Now it is well in the rearview mirror.

“We’re fine,” he told The Guardian. “Our discomfort because of the virus was pretty much done in two weeks, and we had very different reactions, and that was odd. My wife lost her sense of taste and smell, she had severe nausea, she had a much higher fever than I did. I just had crippling body aches, I was very fatigued all the time and I couldn’t concentrat­e on anything for more than about 12 minutes.”

Both of them have underlying conditions — diabetes and heart issues for him, prior cancer for her — that could have made them extra vulnerable to severe illness. As it happened, they were each in the hospital for three days.

“When we were in the hospital, I said: ‘I’m 63, I have Type 2 diabetes, I had a stent in my heart — am I a red-flag case?’ ” Hanks said.

“But as long as our temperatur­es did not spike, and our lungs did not fill up with something that looked like pneumonia, they were not worried. I’m not one who wakes up in the morning wondering if I’m going to see the end of the day or not. I’m pretty calm about that.”

Given what the two of them went through, and with cases spiking across the U.S., Hanks said he did not understand the controvers­y about wearing a mask, as well as the official guidance being given.

He has “nothing but question marks” when it comes to attitudes, from the White House on down to people’s obsession with what they see as individual choice.

“Well, I must say, I grew up looking to our leaders for calm and informed guidance, and I don’t think we’ve got that,” Hanks told The Guardian.

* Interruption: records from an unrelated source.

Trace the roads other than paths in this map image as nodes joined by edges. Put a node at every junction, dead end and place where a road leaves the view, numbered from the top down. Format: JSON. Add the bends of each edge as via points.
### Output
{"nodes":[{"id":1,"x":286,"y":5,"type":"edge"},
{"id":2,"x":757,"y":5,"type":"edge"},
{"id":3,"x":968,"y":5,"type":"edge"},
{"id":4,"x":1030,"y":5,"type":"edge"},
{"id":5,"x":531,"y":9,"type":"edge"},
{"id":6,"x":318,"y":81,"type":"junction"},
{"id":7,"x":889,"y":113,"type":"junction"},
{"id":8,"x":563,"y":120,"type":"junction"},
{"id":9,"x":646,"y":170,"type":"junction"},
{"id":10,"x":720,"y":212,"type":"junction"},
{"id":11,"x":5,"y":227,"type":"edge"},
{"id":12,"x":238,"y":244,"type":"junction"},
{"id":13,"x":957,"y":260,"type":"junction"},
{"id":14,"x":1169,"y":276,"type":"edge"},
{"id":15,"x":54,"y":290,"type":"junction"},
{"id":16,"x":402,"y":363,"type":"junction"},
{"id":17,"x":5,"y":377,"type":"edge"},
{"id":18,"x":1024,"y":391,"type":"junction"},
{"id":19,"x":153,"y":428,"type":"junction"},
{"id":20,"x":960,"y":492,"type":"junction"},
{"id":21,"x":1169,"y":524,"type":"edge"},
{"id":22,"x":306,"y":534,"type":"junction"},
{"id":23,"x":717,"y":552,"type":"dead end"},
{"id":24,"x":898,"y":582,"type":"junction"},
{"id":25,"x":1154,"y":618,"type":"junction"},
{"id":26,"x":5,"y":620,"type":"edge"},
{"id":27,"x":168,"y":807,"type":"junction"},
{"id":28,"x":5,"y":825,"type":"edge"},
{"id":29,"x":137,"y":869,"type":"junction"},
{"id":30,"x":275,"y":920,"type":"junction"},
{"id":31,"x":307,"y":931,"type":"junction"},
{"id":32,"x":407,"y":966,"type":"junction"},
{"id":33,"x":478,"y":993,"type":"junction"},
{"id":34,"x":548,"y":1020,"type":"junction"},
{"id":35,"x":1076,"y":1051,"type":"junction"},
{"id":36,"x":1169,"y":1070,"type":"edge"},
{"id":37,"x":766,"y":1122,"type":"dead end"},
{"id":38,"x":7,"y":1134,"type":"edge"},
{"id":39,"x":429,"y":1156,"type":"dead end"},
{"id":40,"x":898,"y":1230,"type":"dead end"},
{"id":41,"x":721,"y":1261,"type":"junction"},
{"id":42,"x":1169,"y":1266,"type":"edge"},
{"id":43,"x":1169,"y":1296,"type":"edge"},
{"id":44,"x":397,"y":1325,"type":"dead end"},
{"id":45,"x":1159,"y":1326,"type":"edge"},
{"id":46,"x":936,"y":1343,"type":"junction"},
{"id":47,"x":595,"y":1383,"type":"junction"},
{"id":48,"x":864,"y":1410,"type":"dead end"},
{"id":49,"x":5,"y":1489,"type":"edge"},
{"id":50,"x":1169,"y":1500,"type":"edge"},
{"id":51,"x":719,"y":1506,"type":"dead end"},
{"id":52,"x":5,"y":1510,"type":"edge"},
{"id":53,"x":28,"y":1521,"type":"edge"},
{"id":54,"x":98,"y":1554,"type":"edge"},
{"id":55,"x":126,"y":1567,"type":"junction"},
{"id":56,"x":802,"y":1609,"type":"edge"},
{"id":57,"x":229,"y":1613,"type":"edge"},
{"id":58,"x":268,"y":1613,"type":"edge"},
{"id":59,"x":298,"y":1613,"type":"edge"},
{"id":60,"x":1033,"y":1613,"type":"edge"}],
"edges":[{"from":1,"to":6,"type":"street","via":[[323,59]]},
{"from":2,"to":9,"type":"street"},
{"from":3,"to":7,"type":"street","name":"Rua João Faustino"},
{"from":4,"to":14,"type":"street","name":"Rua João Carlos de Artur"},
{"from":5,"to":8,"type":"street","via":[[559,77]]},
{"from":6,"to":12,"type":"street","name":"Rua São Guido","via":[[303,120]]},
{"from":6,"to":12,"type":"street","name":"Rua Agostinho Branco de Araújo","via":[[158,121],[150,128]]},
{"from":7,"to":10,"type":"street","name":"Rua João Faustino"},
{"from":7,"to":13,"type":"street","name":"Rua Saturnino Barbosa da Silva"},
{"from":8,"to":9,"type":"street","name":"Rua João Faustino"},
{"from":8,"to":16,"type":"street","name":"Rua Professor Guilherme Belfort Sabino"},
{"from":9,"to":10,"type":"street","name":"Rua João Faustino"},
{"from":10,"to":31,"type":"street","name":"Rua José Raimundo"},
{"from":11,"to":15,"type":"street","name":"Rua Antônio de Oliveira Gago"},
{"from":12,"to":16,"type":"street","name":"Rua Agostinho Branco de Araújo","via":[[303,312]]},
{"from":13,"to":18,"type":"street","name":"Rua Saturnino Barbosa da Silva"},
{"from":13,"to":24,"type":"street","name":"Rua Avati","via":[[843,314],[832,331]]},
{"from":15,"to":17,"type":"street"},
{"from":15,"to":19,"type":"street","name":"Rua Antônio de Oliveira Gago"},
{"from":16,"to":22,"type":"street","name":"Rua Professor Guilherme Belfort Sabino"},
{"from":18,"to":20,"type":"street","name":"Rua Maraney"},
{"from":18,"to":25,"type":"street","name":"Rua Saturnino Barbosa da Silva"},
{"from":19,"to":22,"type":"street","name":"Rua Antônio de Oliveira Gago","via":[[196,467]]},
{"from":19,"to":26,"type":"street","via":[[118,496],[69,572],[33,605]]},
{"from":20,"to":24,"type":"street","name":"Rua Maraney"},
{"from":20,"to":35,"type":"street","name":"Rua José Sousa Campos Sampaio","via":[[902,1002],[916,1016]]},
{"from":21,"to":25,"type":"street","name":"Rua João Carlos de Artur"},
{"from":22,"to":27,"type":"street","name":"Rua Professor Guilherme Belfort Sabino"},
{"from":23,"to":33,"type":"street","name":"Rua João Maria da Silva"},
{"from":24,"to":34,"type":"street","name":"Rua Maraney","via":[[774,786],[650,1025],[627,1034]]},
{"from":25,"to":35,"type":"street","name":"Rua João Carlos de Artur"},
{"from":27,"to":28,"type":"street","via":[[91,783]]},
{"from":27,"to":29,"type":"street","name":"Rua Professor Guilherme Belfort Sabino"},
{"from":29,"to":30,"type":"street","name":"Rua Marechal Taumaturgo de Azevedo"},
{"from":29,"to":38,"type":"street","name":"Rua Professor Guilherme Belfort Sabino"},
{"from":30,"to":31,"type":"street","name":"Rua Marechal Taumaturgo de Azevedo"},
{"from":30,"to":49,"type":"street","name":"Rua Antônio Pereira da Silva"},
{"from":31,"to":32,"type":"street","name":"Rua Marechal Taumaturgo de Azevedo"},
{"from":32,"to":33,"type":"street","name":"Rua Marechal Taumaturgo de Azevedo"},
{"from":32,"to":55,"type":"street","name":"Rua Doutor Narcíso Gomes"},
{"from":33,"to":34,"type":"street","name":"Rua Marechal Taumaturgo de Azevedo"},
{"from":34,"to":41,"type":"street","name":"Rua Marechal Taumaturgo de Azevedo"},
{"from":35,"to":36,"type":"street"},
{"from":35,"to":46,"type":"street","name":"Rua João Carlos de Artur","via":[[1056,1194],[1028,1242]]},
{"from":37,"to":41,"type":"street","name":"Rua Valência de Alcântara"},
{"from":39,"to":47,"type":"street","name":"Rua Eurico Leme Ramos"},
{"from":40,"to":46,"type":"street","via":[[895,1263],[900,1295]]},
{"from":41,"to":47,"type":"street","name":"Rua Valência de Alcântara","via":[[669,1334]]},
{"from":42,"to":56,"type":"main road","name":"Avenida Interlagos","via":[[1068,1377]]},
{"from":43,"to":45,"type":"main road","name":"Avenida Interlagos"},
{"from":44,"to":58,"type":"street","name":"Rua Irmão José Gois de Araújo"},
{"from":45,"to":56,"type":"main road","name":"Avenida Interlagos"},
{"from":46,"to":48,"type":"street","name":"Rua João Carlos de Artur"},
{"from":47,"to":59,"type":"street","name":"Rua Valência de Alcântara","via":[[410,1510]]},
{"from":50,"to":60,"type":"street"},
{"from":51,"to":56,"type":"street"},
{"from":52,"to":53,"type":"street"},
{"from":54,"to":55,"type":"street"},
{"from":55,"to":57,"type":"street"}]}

“There’s really only three things everyone needs to do: Wear a mask, social distance, wash your hands. I know societally it’s been politicize­d, but I don’t get it, Man. I don’t understand how anyone can put their foot down and say, ‘I don’t have to do my part.’ ”

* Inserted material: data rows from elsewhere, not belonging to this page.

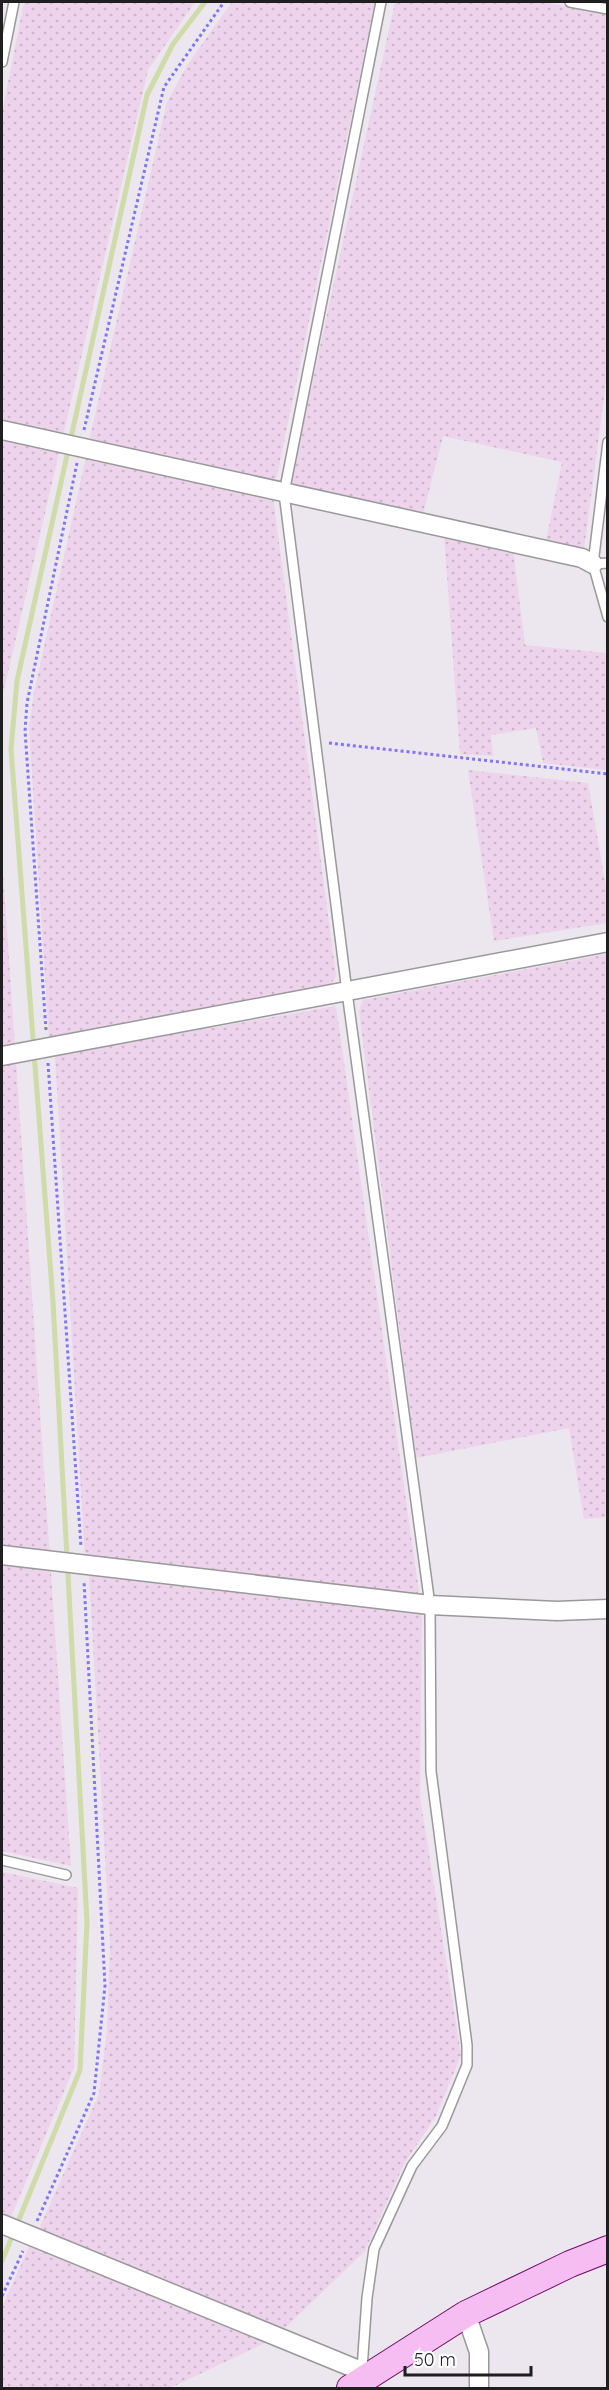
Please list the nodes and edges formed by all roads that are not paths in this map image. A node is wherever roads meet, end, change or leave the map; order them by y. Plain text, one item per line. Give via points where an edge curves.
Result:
1 (14, 2) edge
2 (381, 2) edge
3 (570, 2) edge
4 (608, 9) edge
5 (2, 62) edge
6 (2, 430) edge
7 (608, 442) edge
8 (284, 493) junction
9 (600, 564) edge
10 (608, 617) edge
11 (608, 942) edge
12 (347, 992) junction
13 (2, 1056) edge
14 (2, 1555) edge
15 (430, 1605) junction
16 (608, 1609) edge
17 (2, 1860) edge
18 (66, 1875) dead end
19 (17, 2230) edge
20 (608, 2249) edge
21 (466, 2314) junction
22 (361, 2378) edge
23 (479, 2388) edge

1 - 5 lane
2 - 8 lane
3 - 4 lane
6 - 8 street
7 - 9 lane
8 - 9 street
8 - 12 lane
9 - 10 lane
11 - 12 street
12 - 13 street
12 - 15 lane
14 - 15 street
15 - 16 street via 557,1611
15 - 22 lane via 431,1771 467,2065 442,2126 412,2166 374,2249 366,2298
17 - 18 lane
19 - 22 street
20 - 21 main road
21 - 22 main road
21 - 23 street via 479,2352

In doing publicity for his new movie, “Greyhound” — which coronaviru­s has sent straight to streaming, instead of the big-screen debut that would have done the cinematogr­aphy justice — he spoke of masks and World War II.

“Here we are. And let’s just all do our part, eh?” Hanks said. “Can we not all just wear a mask and social distance and wash our hands? It sounds pretty simple to me.”

His and Wilson’s diagnosis was a wakeup call of sorts, as they were the first celebritie­s to be diagnosed with COVID-19.

It is part of what made them go public — both to quell rumors about why film production was halted, and to inform the public by becoming a living public service announceme­nt of sorts.

“Why hide from the facts?” he told The Associated Press. “These were the facts.”